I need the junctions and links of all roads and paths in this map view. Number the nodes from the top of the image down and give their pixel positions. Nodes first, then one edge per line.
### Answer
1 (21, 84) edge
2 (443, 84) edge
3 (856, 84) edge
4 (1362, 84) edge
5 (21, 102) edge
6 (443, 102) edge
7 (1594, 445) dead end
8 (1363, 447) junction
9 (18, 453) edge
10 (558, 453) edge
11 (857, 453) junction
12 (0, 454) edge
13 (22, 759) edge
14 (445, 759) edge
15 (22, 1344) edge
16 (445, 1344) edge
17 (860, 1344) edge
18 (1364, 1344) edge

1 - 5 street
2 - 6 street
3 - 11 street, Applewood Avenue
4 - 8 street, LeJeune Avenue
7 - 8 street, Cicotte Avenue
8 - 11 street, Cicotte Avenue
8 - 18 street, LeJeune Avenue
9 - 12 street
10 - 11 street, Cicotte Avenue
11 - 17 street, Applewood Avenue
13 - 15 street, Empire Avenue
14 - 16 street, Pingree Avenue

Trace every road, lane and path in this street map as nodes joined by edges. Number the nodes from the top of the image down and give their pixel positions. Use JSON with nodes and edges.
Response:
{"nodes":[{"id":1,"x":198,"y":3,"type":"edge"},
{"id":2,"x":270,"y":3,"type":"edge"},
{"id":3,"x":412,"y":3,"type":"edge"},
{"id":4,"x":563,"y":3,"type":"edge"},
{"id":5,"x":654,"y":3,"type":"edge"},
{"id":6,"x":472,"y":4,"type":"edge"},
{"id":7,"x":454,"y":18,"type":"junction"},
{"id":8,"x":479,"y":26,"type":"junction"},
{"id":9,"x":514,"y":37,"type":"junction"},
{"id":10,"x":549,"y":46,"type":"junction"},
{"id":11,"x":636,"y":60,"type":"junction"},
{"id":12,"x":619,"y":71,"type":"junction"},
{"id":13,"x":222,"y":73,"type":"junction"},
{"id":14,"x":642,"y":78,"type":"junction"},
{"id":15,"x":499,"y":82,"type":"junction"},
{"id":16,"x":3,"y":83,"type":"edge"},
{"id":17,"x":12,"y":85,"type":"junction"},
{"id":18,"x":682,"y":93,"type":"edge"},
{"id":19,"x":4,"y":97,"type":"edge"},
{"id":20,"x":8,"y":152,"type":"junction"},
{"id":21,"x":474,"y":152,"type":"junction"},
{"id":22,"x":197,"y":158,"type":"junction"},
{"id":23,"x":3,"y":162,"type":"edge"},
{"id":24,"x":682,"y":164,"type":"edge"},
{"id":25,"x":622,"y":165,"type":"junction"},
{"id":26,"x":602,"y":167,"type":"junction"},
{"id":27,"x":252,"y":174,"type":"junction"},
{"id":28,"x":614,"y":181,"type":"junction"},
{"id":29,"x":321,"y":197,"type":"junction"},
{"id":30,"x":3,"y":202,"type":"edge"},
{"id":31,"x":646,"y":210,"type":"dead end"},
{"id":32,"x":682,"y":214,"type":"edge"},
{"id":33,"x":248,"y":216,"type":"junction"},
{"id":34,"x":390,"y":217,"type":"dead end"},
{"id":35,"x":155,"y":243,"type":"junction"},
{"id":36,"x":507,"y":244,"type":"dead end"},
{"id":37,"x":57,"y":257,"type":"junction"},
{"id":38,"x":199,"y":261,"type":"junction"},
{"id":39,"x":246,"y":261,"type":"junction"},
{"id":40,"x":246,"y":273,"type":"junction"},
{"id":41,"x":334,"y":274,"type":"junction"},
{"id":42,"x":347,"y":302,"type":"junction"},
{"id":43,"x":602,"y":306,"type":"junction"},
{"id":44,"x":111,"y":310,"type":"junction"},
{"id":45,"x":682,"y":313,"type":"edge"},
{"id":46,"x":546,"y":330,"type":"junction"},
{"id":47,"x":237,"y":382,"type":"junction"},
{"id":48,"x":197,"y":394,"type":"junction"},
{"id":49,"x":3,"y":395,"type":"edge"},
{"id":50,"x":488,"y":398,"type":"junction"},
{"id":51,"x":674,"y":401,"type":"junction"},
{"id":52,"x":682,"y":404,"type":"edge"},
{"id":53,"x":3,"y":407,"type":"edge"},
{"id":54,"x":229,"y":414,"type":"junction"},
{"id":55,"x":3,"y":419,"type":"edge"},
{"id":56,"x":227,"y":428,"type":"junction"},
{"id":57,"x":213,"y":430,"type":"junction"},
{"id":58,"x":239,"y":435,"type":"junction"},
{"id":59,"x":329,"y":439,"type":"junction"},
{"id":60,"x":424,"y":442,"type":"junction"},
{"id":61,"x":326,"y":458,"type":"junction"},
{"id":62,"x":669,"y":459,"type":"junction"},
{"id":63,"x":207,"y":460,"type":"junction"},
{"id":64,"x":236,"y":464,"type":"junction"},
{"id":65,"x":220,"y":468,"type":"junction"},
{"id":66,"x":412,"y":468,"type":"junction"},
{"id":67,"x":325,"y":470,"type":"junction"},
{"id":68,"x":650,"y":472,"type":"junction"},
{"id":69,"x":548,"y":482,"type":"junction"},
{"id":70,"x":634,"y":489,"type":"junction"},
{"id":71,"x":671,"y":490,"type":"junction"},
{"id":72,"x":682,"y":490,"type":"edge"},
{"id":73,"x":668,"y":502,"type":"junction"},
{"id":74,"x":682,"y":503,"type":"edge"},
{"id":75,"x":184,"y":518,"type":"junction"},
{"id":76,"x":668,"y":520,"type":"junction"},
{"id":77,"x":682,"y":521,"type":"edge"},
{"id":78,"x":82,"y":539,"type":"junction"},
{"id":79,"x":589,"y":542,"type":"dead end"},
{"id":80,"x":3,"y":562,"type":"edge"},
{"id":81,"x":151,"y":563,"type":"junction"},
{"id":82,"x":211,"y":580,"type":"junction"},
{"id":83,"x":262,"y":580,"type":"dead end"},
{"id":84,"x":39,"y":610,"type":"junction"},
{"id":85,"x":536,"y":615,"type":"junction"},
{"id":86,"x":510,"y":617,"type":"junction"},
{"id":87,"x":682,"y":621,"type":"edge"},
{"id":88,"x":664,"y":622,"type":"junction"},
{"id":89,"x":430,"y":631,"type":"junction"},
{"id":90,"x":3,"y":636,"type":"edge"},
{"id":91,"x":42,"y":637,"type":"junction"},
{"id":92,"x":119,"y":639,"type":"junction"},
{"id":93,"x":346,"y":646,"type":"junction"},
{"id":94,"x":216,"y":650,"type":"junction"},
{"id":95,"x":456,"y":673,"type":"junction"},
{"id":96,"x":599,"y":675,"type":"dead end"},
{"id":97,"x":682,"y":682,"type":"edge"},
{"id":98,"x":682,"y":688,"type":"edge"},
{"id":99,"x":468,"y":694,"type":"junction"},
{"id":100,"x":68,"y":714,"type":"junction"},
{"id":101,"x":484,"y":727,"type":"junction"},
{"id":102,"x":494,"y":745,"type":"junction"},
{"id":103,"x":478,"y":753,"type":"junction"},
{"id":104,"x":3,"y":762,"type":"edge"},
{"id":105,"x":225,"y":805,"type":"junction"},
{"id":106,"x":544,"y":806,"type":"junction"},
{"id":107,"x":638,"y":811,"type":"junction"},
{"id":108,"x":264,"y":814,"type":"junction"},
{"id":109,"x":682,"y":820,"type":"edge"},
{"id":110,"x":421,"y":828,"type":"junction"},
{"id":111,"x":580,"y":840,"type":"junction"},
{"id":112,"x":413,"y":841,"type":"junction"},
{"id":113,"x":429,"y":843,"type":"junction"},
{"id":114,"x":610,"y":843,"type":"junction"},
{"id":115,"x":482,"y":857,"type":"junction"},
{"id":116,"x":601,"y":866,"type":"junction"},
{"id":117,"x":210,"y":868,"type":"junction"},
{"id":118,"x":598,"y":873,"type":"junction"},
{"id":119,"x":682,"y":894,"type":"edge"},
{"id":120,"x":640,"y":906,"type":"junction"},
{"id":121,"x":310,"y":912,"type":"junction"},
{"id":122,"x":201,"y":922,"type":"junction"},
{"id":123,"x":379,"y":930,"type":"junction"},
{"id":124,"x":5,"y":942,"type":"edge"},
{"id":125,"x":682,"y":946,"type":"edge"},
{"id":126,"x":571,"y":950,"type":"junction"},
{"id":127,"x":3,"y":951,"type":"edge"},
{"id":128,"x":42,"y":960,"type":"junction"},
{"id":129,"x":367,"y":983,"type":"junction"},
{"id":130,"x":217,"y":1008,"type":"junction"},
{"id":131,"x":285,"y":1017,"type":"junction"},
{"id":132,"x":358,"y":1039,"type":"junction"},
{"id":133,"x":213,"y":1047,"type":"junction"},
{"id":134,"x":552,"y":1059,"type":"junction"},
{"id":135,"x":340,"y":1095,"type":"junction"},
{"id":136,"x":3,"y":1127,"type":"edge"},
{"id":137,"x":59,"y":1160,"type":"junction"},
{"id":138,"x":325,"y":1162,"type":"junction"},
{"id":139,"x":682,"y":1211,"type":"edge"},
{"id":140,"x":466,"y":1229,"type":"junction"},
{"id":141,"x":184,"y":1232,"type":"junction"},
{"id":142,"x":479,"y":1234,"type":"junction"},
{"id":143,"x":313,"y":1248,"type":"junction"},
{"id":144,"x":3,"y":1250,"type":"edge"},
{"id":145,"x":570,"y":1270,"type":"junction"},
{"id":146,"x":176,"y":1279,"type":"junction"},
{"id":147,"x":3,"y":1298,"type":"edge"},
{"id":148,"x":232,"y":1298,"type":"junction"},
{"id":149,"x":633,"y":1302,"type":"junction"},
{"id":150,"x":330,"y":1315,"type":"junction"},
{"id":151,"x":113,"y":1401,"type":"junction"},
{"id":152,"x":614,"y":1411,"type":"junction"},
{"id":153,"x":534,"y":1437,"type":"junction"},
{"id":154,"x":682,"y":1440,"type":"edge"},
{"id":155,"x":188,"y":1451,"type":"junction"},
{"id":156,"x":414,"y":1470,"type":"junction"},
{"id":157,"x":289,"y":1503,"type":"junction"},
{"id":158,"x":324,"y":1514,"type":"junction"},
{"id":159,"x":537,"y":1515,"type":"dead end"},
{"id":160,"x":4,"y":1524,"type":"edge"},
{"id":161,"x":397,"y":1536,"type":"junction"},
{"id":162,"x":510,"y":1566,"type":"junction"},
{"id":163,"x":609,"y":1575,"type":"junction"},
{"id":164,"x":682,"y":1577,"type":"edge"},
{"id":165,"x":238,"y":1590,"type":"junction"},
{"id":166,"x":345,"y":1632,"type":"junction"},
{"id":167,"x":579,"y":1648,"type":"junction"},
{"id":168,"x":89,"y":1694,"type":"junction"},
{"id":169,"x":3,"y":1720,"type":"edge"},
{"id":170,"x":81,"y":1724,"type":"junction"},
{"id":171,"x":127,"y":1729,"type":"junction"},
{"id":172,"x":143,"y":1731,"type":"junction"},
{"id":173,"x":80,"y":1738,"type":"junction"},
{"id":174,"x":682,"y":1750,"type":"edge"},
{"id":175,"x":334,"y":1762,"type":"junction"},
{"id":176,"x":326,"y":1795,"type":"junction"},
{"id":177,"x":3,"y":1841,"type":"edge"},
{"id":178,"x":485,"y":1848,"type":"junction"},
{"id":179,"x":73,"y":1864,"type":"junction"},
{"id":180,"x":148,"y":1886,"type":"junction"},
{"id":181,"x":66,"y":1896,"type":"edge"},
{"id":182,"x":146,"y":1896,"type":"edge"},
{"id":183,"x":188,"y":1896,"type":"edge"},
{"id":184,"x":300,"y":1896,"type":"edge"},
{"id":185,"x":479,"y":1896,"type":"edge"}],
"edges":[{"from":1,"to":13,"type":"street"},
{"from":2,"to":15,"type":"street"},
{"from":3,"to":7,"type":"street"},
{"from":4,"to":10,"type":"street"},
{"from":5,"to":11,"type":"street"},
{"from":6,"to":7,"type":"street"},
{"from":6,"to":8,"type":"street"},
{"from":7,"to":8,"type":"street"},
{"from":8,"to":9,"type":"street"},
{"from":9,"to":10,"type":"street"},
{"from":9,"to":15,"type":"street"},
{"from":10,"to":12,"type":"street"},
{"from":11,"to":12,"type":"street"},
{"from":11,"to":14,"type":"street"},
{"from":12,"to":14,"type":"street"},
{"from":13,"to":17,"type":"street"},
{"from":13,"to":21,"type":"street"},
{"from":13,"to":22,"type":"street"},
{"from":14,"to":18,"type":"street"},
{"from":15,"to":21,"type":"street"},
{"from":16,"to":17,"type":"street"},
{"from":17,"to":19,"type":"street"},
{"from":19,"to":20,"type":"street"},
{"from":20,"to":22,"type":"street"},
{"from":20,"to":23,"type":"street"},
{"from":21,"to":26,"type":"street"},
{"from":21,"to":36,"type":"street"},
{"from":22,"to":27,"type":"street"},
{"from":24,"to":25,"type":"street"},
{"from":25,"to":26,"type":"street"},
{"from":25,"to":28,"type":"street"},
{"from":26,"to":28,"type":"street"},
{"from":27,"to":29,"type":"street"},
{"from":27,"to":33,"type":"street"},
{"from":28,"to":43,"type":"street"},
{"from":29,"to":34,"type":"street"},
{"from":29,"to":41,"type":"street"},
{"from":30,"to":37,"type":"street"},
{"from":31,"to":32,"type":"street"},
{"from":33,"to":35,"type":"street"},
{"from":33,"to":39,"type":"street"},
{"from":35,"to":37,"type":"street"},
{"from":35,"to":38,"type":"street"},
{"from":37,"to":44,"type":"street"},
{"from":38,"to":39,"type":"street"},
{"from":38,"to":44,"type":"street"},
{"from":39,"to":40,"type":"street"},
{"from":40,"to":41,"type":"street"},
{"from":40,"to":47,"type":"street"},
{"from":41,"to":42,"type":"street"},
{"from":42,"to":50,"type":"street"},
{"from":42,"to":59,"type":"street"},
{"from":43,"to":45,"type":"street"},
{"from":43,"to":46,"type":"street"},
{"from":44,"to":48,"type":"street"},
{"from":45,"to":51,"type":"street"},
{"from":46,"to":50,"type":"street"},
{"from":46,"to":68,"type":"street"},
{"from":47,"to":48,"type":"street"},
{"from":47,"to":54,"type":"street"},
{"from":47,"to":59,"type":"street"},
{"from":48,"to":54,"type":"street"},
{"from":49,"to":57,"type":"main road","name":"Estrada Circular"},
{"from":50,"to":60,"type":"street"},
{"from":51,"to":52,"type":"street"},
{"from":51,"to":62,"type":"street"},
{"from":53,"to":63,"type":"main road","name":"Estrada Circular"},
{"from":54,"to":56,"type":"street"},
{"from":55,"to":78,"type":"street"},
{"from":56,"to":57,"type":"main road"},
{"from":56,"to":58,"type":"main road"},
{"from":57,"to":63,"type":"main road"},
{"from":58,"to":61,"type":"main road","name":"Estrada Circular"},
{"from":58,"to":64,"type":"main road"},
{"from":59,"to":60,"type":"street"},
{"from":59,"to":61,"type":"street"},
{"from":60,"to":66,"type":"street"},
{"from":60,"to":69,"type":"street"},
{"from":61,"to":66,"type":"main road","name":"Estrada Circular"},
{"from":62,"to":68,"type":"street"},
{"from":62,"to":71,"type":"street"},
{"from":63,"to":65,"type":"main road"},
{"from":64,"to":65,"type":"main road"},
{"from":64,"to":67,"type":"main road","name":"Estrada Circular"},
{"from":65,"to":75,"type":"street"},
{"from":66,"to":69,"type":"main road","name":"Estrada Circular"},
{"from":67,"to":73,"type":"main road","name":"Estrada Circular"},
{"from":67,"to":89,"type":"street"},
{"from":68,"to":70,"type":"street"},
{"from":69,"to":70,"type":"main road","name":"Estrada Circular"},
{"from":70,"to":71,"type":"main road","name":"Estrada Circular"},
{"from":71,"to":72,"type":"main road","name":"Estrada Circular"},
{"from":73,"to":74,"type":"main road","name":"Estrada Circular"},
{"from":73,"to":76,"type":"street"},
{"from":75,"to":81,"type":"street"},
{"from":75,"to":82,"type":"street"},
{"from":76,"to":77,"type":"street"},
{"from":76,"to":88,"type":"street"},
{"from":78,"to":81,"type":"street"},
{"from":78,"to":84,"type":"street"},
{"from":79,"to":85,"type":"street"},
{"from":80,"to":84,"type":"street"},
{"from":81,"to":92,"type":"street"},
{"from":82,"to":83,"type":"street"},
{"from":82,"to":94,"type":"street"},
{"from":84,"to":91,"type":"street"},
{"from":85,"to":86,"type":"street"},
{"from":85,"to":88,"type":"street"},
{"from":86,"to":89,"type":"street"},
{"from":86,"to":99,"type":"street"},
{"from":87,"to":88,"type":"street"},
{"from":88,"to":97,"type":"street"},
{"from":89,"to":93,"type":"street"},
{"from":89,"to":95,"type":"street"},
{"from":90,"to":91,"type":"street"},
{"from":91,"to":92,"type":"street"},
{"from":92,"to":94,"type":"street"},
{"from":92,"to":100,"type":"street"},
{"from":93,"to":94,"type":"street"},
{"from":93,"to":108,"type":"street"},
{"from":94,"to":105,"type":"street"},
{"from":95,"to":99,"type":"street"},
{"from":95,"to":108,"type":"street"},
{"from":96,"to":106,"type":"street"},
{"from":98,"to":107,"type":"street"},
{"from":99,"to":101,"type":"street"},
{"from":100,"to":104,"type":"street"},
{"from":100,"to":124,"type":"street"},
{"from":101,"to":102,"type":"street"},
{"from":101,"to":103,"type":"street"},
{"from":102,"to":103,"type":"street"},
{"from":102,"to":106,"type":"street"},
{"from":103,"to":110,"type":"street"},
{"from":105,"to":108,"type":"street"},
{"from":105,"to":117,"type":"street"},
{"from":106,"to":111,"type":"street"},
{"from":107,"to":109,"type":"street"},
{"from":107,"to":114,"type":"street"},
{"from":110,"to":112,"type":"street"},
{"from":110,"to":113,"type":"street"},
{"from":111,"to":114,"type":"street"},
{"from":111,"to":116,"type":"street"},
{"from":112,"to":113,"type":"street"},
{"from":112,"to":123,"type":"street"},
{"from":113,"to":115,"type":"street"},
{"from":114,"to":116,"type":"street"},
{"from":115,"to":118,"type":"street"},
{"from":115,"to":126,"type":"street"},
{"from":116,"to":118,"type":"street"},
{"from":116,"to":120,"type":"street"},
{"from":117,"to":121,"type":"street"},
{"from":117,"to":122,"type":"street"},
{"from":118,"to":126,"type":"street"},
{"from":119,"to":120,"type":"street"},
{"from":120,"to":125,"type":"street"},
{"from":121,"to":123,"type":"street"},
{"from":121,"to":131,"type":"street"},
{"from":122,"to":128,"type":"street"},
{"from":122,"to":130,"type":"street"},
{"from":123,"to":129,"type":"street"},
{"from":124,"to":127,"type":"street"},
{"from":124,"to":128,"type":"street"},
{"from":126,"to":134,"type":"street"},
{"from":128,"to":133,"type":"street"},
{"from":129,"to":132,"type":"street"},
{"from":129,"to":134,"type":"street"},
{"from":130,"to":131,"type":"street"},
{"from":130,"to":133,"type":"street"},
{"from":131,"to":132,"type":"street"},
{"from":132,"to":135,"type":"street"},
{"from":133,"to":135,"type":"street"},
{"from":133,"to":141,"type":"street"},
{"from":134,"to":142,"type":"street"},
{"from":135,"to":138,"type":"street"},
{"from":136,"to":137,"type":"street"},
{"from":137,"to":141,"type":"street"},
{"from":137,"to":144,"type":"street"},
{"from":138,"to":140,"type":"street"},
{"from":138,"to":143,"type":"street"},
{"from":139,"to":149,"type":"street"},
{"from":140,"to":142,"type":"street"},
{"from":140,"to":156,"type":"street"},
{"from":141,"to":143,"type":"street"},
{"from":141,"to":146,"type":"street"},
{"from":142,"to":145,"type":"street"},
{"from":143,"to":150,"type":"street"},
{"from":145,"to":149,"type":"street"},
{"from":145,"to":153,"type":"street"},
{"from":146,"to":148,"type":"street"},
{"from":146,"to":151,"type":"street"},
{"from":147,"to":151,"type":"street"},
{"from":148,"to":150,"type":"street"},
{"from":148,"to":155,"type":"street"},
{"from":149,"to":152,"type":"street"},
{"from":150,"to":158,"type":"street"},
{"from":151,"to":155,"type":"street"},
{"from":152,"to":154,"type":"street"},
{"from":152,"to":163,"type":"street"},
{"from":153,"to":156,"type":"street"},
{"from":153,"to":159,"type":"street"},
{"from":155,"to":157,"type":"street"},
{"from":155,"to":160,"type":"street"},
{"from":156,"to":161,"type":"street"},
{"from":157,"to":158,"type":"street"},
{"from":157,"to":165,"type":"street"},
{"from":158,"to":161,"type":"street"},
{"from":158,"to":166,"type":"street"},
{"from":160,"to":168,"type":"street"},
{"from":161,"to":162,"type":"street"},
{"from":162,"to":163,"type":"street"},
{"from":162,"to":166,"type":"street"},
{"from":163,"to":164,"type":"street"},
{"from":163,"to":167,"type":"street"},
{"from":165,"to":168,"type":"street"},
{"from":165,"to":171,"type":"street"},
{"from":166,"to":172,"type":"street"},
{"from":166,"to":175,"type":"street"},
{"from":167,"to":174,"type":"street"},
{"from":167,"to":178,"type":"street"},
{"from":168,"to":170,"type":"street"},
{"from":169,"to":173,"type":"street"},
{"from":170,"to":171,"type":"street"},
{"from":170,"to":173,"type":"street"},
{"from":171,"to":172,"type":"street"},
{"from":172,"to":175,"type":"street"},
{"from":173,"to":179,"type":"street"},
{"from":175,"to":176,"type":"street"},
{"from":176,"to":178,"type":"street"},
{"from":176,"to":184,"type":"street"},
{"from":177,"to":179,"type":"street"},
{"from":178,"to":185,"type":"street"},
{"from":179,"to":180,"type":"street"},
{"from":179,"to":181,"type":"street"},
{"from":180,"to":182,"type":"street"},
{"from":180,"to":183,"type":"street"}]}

--

» Work instruction:
Lines in the data holding the word "image": count them and say how many, nothing more.

» Output of the exercise:
2